TRY IT: Tell me, please, how many lines in the records below include the word "thumb". Give no more than the number.

GIVEN RECORDS:
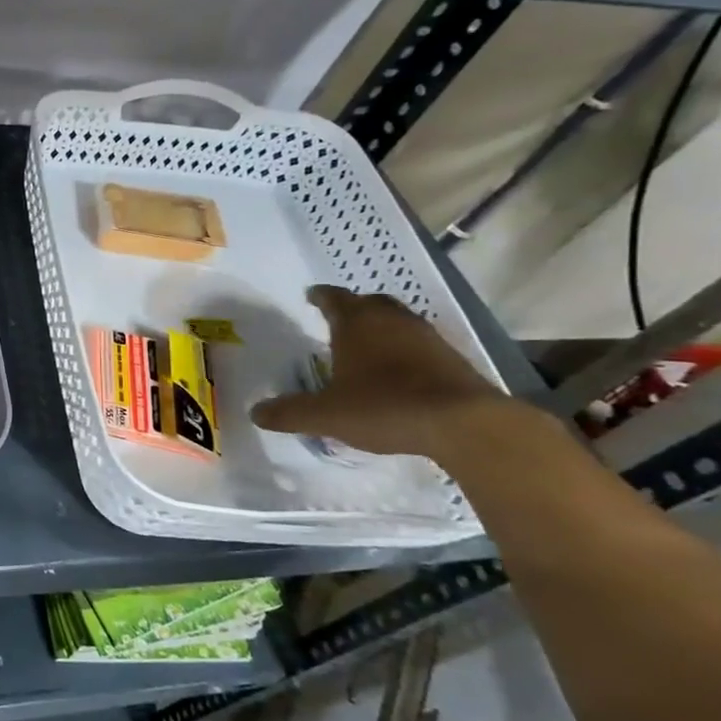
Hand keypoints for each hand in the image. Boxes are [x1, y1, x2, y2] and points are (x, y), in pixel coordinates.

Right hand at [250, 286, 508, 459]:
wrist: (465, 424)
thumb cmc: (383, 407)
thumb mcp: (325, 415)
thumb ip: (289, 412)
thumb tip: (255, 413)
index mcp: (356, 323)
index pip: (333, 298)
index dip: (319, 296)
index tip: (310, 296)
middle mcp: (391, 320)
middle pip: (369, 302)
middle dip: (352, 307)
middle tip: (337, 319)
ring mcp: (426, 337)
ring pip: (397, 320)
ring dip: (381, 327)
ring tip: (366, 344)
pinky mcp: (452, 358)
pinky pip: (419, 343)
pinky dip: (404, 349)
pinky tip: (398, 370)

RESPONSE BOX: 4